In Prolog, we can use:

• the atom nil to represent an empty binary tree, and
• a term of the form t(Left, Root, Right) to represent a non-empty binary tree, where Root is the value at the root of the tree, and Left and Right are also terms representing binary trees.

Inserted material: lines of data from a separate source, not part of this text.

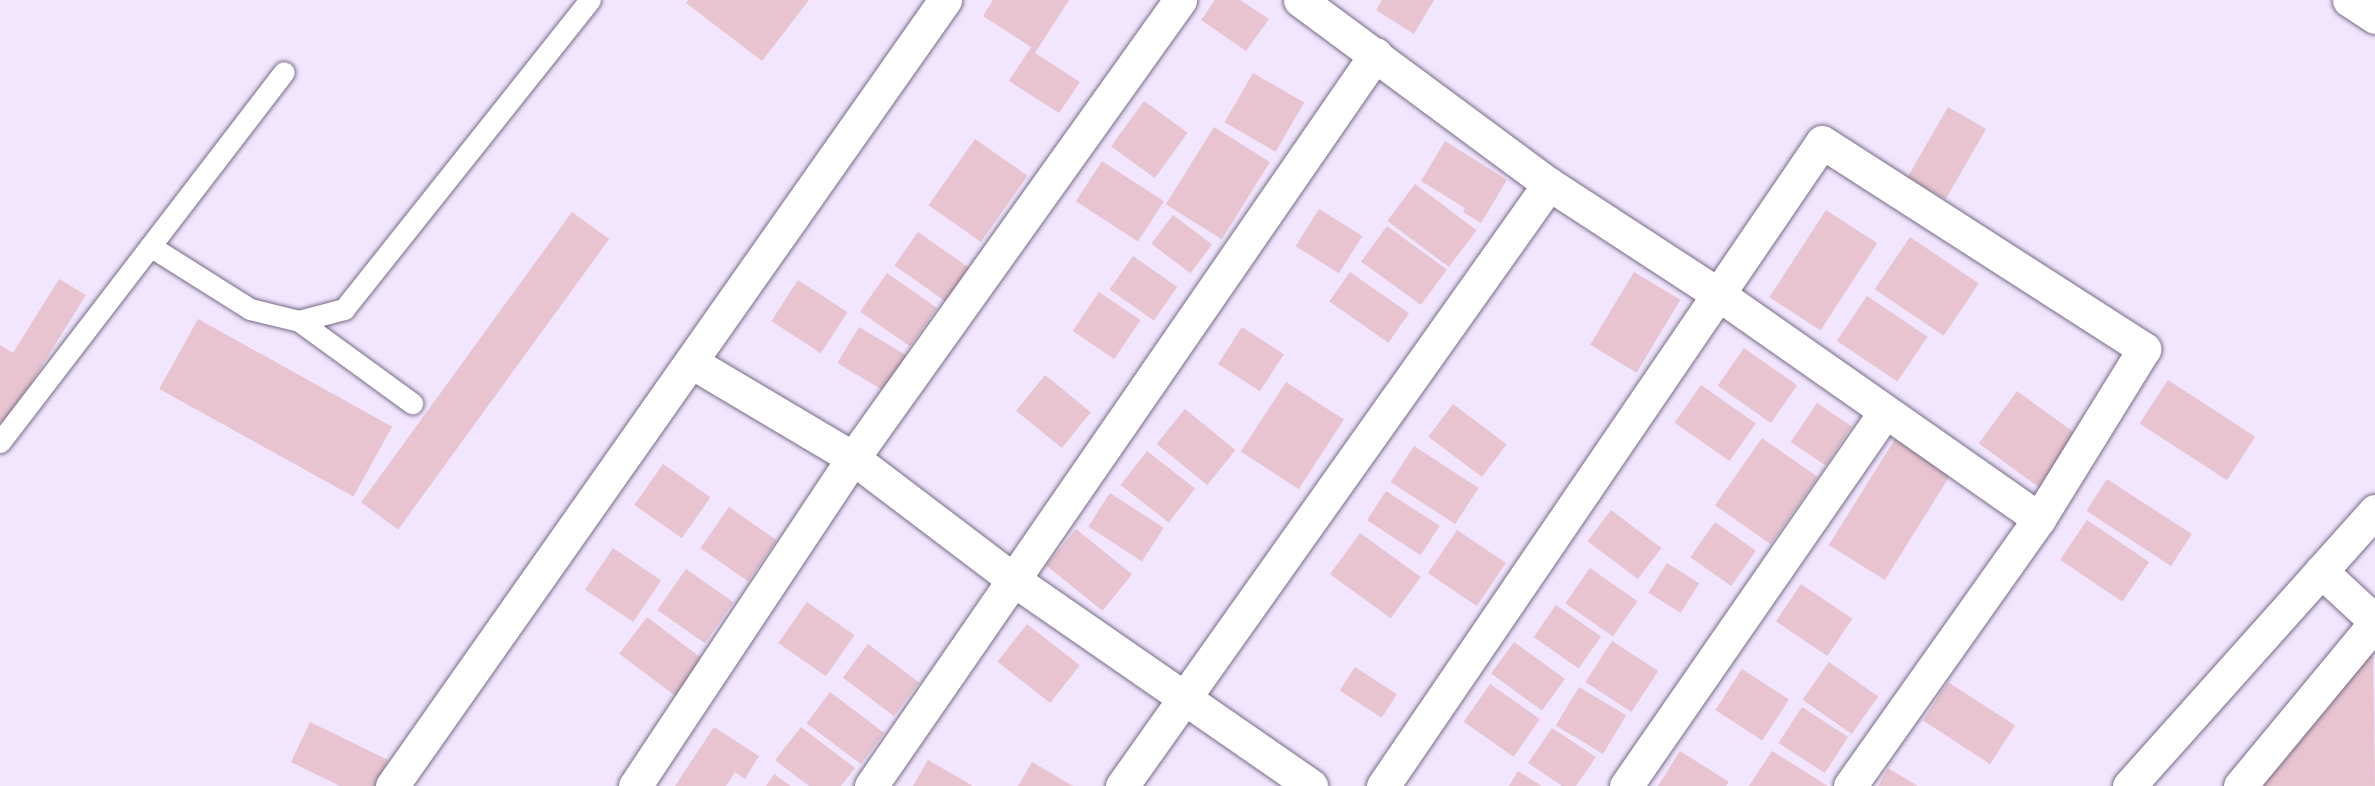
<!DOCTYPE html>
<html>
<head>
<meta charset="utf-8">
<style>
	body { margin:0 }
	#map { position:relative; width:2375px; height:786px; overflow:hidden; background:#f1e6fe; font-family:"Sofia Sans Condensed",sans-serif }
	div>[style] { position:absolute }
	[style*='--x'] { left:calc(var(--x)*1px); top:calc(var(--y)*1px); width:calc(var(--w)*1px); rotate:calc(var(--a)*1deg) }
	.building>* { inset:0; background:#e7c4d0; transform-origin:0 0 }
	.roads { filter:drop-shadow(0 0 2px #786b86) drop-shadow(0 0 2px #786b86) }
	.service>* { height:21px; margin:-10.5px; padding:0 10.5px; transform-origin:10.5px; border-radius:10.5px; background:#fff }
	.minor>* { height:33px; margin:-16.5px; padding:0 16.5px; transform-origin:16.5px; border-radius:16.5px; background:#fff }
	span { translate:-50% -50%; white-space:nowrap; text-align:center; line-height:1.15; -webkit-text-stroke:5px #f1e6fe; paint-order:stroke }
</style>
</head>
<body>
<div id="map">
	<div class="building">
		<div style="clip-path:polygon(688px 0,809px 0,762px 61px,686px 3px)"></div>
		<div style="clip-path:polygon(993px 0,1069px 0,1035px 53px,1080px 82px,1059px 113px,1009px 81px,1031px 47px,983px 16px)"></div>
		<div style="clip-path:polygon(1215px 0,1240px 0,1269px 19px,1246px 51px,1201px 20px)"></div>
		<div style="clip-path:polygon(1382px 0,1434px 0,1414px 34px,1376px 10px)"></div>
		<div style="left:1253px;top:73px;width:59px;height:57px;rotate:30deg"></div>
		<div style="left:1144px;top:101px;width:54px;height:56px;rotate:36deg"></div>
		<div style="left:1948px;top:107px;width:44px;height:81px;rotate:30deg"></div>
		<div style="left:1214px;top:127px;width:66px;height:91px;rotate:32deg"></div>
		<div style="left:975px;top:139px;width:64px;height:81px;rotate:35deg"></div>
		<div style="clip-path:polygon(1445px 141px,1507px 180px,1481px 223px,1463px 212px,1465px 208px,1421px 181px)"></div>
		<div style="left:1102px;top:161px;width:74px;height:48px;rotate:33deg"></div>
		<div style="left:1415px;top:184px;width:77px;height:46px;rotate:37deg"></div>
		<div style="left:1319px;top:209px;width:51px;height:44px;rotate:32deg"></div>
		<div style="left:1826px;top:210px;width:61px;height:104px;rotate:33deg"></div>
		<div style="left:572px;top:212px;width:46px;height:359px;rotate:36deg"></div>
		<div style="left:1173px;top:215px;width:49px;height:36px;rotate:37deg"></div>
		<div style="left:1387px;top:226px;width:74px;height:44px;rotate:36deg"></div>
		<div style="left:918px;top:232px;width:63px;height:41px;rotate:35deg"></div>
		<div style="left:1910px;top:237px;width:83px;height:63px;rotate:34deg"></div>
		<div style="left:1133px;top:256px;width:54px;height:41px;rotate:35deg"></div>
		<div style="left:1350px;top:272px;width:72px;height:36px;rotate:35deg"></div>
		<div style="left:1634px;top:272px;width:54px;height:85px;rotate:31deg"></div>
		<div style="left:887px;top:273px;width:61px;height:47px;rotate:35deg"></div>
		<div style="clip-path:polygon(59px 279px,86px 295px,0 433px,0 345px,13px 353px)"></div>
		<div style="left:798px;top:280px;width:59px;height:49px;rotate:33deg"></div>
		<div style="left:1099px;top:292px;width:50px;height:47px;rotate:34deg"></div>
		<div style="left:1867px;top:296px;width:73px;height:54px;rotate:34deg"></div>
		<div style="left:198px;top:319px;width:222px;height:80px;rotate:29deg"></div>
		<div style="left:859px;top:327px;width:58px;height:42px;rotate:31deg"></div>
		<div style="left:1242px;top:327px;width:50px;height:44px;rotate:33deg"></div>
		<div style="left:1744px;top:348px;width:65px;height:46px;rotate:35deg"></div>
		<div style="left:1045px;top:375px;width:59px;height:46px;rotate:39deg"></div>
		<div style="left:2168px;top:380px;width:104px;height:52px;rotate:33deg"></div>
		<div style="left:1286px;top:382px;width:69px;height:83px;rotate:33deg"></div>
		<div style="left:1701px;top:385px;width:67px;height:46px;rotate:35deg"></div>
		<div style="left:2017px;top:391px;width:77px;height:65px;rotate:36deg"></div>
		<div style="left:1817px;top:403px;width:42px;height:47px;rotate:34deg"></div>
		<div style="left:1453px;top:404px;width:67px;height:41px;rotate:37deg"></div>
		<div style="left:1185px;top:409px;width:65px;height:45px;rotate:39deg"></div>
		<div style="left:1762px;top:438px;width:68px;height:82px;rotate:35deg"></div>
		<div style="left:1895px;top:439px;width:66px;height:125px;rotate:32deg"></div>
		<div style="left:1414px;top:446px;width:77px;height:43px;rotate:33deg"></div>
		<div style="left:1147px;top:451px;width:61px;height:43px;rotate:38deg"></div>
		<div style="left:663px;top:464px;width:58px;height:50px;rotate:35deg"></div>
		<div style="left:2107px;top:479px;width:101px;height:38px;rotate:33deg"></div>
		<div style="left:1386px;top:491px;width:64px;height:35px;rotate:33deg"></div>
		<div style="left:1110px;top:493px;width:64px;height:40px;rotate:33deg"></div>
		<div style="left:729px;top:507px;width:58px;height:50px;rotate:35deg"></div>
		<div style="left:1611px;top:510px;width:63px;height:39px;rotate:37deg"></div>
		<div style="left:2087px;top:520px;width:75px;height:48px;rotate:34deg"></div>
		<div style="left:1715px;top:522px;width:50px;height:43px;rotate:35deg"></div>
		<div style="left:1076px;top:529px;width:72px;height:47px;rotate:39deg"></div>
		<div style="left:1457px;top:530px;width:59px;height:52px;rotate:34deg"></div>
		<div style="left:1360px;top:533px;width:75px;height:51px;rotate:36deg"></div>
		<div style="left:613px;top:548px;width:58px;height:50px;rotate:34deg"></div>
		<div style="left:1667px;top:563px;width:38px;height:35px;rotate:32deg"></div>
		<div style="left:1590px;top:568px;width:58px;height:43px;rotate:35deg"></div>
		<div style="left:686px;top:569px;width:58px;height:50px;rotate:35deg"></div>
		<div style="left:1801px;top:584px;width:62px;height:45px;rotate:34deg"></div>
		<div style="left:807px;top:602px;width:58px;height:50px;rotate:35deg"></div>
		<div style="left:1556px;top:605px;width:55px;height:39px;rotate:35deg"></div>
		<div style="left:647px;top:617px;width:70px;height:46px;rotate:37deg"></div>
		<div style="left:1027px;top:624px;width:67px;height:48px;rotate:38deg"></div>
		<div style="left:1612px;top:641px;width:55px;height:49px;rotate:33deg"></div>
		<div style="left:1514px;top:642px;width:63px;height:39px;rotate:36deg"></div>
		<div style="left:868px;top:644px;width:64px;height:42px;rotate:37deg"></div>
		<div style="clip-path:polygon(2373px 649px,2375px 786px,2255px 786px)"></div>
		<div style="left:1829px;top:662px;width:60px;height:46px;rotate:35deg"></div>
		<div style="left:1355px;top:667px;width:50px;height:28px;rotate:33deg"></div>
		<div style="left:1742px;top:669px;width:56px;height:49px;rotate:33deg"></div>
		<div style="left:1948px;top:682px;width:80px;height:46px;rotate:33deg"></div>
		<div style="left:1490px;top:684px;width:61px;height:46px;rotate:35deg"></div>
		<div style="left:1579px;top:687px;width:55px;height:45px;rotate:31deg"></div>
		<div style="left:830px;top:692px;width:68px;height:39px;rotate:37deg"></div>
		<div style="left:1802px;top:707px;width:55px;height:43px;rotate:33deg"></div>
		<div style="clip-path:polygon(310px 722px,388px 760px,375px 786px,340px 786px,291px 762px)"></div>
		<div style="clip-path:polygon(714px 727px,759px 756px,745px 779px,735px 772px,726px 786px,675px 786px)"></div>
		<div style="clip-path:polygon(801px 727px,855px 768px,841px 786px,809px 786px,775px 760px)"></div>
		<div style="clip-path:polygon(1552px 728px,1596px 757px,1576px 786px,1562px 786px,1528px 763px)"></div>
		<div style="clip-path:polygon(1680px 751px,1729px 782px,1726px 786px,1658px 786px)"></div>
		<div style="clip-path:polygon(1772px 751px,1828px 786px,1749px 786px)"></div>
		<div style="clip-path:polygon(928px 760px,973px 786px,913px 786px)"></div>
		<div style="clip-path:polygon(1032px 762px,1073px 786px,1018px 786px)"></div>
		<div style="clip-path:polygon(1888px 768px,1918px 786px,1878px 786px)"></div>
		<div style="clip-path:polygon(1518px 771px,1542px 786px,1509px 786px)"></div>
		<div style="clip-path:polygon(774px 774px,791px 786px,766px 786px)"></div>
	</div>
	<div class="roads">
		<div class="service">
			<div style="--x:150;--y:246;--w:118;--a:32.2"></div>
			<div style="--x:250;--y:309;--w:50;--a:13.8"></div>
			<div style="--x:299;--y:321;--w:47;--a:-14.9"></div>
			<div style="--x:344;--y:309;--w:395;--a:-51.5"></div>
			<div style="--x:299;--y:321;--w:140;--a:36"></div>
			<div style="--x:0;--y:442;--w:466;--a:-52.5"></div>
		</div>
		<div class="minor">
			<div style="--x:1300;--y:0;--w:310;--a:36.5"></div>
			<div style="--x:1549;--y:184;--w:202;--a:33.1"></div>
			<div style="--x:1718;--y:294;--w:392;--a:35"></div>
			<div style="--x:2349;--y:0;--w:31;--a:33"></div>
			<div style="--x:693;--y:363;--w:186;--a:30.7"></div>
			<div style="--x:853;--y:458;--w:198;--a:37.2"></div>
			<div style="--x:1011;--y:578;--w:365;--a:34.7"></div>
			<div style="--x:2321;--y:571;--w:74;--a:42.8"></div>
			<div style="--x:392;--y:786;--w:961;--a:-54.87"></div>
			<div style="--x:635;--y:786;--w:394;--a:-56.4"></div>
			<div style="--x:853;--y:458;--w:563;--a:-54.47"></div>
			<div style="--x:871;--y:786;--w:889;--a:-55.4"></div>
			<div style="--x:1122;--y:786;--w:738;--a:-54.65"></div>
			<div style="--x:1383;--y:786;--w:779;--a:-55.72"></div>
			<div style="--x:1822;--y:142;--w:383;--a:32.7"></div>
			<div style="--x:2144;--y:349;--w:200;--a:121.7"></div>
			<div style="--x:2039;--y:519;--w:327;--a:125.3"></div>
			<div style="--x:1626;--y:786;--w:454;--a:-55.3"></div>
			<div style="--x:2129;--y:786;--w:369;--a:-48.2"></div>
			<div style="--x:2240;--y:786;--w:212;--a:-50.4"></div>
		</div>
	</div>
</div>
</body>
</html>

To make the binary trees easier to see, you can use the following predicate:

show(T) :-
    show(T, 0).

show(nil, _).
show(t(Left, Root, Right), Indent) :-
    Indent1 is Indent + 3,
    show(Right, Indent1),
    format('~*c~w\n', [Indent, 32, Root]),
    show(Left, Indent1).

Example:

?- show( t(t(nil,1,nil), 2, t(nil,3,nil)) ).
   3
2
   1
true.

Let List be a list denoting the in-order traversal of an arbitrary binary tree, as illustrated bellow:

Then, since different binary trees can have the same in-order traversal, a binary tree corresponding to such list can be described as follows:

% convert from in-order traversal list to binary tree

list_to_bt(List, Tree) :-
    (   List = []
    ->  Tree = nil
    ;   Tree = t(Left, Root, Right),
        append(Prefix, [Root|Suffix], List),
        list_to_bt(Prefix, Left),
        list_to_bt(Suffix, Right) ).

Example:

?- list_to_bt([1,2,3], T), show(T).
      3
   2
1
T = t(nil, 1, t(nil, 2, t(nil, 3, nil))) ;
   3
      2
1
T = t(nil, 1, t(t(nil, 2, nil), 3, nil)) ;
   3
2
   1
T = t(t(nil, 1, nil), 2, t(nil, 3, nil)) 
...
false.

If you want to obtain only balanced binary trees (e.g., trees such that, for each node, the absolute difference in the sizes of the right and left subtrees is at most 1), then you can include this constraint as follows:

% convert from in-order traversal list to balanced binary tree (bbt)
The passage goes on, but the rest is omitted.